Notebook

Principal Component Analysis (PCA)¶

by Marc Deisenroth and Yicheng Luo

We will implement the PCA algorithm using the projection perspective. We will first implement PCA, then apply it to the MNIST digit dataset.

Learning objectives¶

Write code that implements PCA.
Write code that implements PCA for high-dimensional datasets

Let's first import the packages we need for this week.

In [1]:

# PACKAGE: DO NOT EDIT THIS CELL
import numpy as np
import timeit
import matplotlib as mpl
mpl.use('Agg')
import matplotlib.pyplot as plt
plt.style.use('fivethirtyeight')
from ipywidgets import interact
from sklearn.datasets import fetch_mldata

In [2]:

# PACKAGE: DO NOT EDIT THIS CELL
from sklearn.datasets import fetch_openml
images, labels = fetch_openml('mnist_784', version=1, return_X_y=True)

In [3]:

%matplotlib inline

Now, let's plot a digit from the dataset:

In [4]:

plt.figure(figsize=(4,4))
plt.imshow(images[0].reshape(28,28), cmap='gray');

Before we implement PCA, we will need to do some data preprocessing. In this assessment, some of them will be implemented by you, others we will take care of. However, when you are working on real world problems, you will need to do all these steps by yourself.

The preprocessing steps we will do are

Convert unsigned interger 8 (uint8) encoding of pixels to a floating point number between 0 and 1.
Subtract from each image the mean $\boldsymbol \mu$.
Scale each dimension of each image by $\frac{1}{\sigma}$ where $\sigma$ is the stardard deviation.

The steps above ensure that our images will have zero mean and one variance.
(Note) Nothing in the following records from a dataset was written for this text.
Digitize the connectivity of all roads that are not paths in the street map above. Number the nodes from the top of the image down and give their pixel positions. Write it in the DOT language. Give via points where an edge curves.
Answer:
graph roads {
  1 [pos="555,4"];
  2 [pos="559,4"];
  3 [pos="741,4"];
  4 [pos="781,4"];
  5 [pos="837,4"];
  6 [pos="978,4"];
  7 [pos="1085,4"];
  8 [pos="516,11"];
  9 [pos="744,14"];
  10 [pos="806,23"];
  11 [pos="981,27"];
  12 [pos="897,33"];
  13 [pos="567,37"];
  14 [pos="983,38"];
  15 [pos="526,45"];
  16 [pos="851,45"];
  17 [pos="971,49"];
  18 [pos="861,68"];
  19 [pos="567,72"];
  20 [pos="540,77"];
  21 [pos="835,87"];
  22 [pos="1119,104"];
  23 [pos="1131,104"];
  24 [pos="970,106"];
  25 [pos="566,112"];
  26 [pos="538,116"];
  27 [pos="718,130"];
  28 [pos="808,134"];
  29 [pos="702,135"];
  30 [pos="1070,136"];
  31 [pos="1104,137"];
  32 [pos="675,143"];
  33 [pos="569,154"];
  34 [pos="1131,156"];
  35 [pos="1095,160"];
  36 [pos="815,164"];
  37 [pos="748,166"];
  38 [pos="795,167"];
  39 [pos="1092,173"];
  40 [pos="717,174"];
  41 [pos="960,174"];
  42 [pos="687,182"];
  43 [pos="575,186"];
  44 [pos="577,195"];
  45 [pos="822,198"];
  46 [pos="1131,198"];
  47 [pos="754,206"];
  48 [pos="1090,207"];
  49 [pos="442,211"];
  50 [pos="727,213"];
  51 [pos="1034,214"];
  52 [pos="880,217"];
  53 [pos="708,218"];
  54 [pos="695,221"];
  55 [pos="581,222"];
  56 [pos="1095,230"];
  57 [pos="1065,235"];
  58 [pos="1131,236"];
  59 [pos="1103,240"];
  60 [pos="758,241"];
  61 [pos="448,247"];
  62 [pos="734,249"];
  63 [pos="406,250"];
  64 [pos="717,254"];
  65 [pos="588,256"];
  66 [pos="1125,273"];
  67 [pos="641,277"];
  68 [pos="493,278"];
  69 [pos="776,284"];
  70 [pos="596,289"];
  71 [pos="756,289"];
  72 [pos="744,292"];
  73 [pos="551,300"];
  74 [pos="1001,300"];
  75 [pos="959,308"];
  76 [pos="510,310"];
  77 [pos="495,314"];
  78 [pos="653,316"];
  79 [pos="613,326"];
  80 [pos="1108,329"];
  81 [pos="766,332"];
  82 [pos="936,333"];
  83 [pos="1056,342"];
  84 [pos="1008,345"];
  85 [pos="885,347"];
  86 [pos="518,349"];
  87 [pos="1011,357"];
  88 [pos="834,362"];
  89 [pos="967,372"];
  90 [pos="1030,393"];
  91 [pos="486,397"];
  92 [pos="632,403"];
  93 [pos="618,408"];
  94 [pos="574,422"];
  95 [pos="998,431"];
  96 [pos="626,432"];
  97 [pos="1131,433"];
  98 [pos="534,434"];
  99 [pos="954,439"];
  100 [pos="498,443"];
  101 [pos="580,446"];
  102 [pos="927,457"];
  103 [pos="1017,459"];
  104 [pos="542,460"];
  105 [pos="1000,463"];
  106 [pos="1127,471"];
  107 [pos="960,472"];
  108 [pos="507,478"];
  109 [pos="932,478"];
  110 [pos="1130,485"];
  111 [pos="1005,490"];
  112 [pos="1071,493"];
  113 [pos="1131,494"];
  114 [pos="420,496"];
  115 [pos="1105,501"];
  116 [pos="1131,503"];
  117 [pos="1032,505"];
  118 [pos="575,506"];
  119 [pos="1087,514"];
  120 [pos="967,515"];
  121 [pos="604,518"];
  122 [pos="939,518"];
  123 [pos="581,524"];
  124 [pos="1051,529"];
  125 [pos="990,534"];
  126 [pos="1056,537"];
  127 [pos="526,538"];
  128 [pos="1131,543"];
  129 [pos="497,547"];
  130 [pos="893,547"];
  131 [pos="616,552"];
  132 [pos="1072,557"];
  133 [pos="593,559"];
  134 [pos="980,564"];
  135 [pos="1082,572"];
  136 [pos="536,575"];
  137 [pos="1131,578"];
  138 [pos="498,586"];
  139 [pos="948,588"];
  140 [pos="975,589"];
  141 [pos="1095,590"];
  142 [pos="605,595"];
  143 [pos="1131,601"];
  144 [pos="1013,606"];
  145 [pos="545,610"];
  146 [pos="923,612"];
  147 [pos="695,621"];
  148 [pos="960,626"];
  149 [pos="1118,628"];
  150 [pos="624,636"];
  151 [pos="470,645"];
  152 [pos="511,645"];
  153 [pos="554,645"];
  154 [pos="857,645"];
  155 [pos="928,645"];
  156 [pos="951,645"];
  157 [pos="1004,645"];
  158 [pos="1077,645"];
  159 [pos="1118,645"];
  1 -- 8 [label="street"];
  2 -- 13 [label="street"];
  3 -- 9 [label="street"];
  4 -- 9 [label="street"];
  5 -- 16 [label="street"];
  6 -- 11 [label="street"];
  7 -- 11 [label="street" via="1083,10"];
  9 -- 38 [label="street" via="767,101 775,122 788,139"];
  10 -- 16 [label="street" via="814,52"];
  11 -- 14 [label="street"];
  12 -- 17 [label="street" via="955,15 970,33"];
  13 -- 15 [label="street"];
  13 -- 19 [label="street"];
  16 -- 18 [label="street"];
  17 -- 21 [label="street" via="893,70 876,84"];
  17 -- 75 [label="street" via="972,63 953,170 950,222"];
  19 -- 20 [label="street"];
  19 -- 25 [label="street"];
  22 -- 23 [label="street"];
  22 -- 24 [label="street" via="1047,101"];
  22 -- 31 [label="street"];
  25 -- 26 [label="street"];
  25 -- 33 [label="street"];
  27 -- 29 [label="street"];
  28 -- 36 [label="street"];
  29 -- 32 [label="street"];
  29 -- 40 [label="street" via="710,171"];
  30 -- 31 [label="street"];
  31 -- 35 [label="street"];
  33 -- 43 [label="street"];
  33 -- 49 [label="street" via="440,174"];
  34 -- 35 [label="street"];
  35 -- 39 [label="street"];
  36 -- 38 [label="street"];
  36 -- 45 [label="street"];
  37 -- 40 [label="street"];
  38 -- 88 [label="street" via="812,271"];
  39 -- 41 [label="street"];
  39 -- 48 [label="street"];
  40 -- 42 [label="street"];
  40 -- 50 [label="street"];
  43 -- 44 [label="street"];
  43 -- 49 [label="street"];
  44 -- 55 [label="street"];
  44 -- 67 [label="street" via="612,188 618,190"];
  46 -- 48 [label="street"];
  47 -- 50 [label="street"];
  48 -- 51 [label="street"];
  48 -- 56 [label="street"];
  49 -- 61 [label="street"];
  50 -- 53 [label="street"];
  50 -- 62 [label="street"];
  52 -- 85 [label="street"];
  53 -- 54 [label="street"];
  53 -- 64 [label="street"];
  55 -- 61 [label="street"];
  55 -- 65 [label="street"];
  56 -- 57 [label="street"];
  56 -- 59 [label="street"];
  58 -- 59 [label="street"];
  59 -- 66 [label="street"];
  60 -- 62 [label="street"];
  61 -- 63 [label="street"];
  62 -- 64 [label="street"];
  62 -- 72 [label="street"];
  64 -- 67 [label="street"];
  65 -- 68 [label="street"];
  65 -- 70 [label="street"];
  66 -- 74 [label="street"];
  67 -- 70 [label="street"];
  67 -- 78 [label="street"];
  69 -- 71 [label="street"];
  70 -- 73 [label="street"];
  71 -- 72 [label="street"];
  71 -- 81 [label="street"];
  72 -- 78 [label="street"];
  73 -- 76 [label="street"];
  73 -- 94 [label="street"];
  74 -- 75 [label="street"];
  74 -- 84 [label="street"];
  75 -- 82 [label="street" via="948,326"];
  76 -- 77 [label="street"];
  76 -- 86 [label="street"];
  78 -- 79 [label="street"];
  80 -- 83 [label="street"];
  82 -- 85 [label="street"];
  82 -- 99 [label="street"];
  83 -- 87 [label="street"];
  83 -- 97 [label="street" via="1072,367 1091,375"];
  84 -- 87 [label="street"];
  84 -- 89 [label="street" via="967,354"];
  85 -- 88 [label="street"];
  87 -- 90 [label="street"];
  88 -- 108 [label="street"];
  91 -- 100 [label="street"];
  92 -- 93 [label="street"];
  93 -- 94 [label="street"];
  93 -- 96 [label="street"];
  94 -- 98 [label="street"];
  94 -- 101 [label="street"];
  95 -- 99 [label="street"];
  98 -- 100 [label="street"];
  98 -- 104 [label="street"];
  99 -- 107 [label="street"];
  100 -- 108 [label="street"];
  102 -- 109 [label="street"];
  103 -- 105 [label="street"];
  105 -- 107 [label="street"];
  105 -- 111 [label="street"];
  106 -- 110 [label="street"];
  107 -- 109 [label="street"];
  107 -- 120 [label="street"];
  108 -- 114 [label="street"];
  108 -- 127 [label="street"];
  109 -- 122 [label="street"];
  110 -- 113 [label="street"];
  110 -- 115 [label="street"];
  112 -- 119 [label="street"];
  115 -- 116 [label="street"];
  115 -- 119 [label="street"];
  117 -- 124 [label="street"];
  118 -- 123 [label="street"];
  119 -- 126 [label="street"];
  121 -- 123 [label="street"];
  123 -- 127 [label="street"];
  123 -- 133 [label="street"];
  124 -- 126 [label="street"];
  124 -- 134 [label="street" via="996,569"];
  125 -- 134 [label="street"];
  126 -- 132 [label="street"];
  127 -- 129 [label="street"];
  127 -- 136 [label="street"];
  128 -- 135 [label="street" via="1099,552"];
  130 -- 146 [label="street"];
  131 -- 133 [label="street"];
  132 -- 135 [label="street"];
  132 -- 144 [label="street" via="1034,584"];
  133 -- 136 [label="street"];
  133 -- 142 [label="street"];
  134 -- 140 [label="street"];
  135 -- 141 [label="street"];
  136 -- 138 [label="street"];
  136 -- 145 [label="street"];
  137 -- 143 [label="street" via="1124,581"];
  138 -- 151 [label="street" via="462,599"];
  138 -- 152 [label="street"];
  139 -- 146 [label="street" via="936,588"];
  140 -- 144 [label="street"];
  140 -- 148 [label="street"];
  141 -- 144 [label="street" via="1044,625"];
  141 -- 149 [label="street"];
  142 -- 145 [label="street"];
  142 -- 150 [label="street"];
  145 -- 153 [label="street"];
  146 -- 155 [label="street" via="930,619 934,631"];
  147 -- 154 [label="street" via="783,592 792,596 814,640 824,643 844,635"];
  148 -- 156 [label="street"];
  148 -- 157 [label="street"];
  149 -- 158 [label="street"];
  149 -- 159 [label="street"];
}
These preprocessing steps are also known as Data Normalization or Feature Scaling.

1. PCA¶

Now we will implement PCA. Before we do that, let's pause for a moment and think about the steps for performing PCA. Assume that we are performing PCA on some dataset $\boldsymbol X$ for $M$ principal components. We then need to perform the following steps, which we break into parts:

Data normalization (normalize).
Find eigenvalues and corresponding eigenvectors for the covariance matrix $S$. Sort by the largest eigenvalues and the corresponding eigenvectors (eig).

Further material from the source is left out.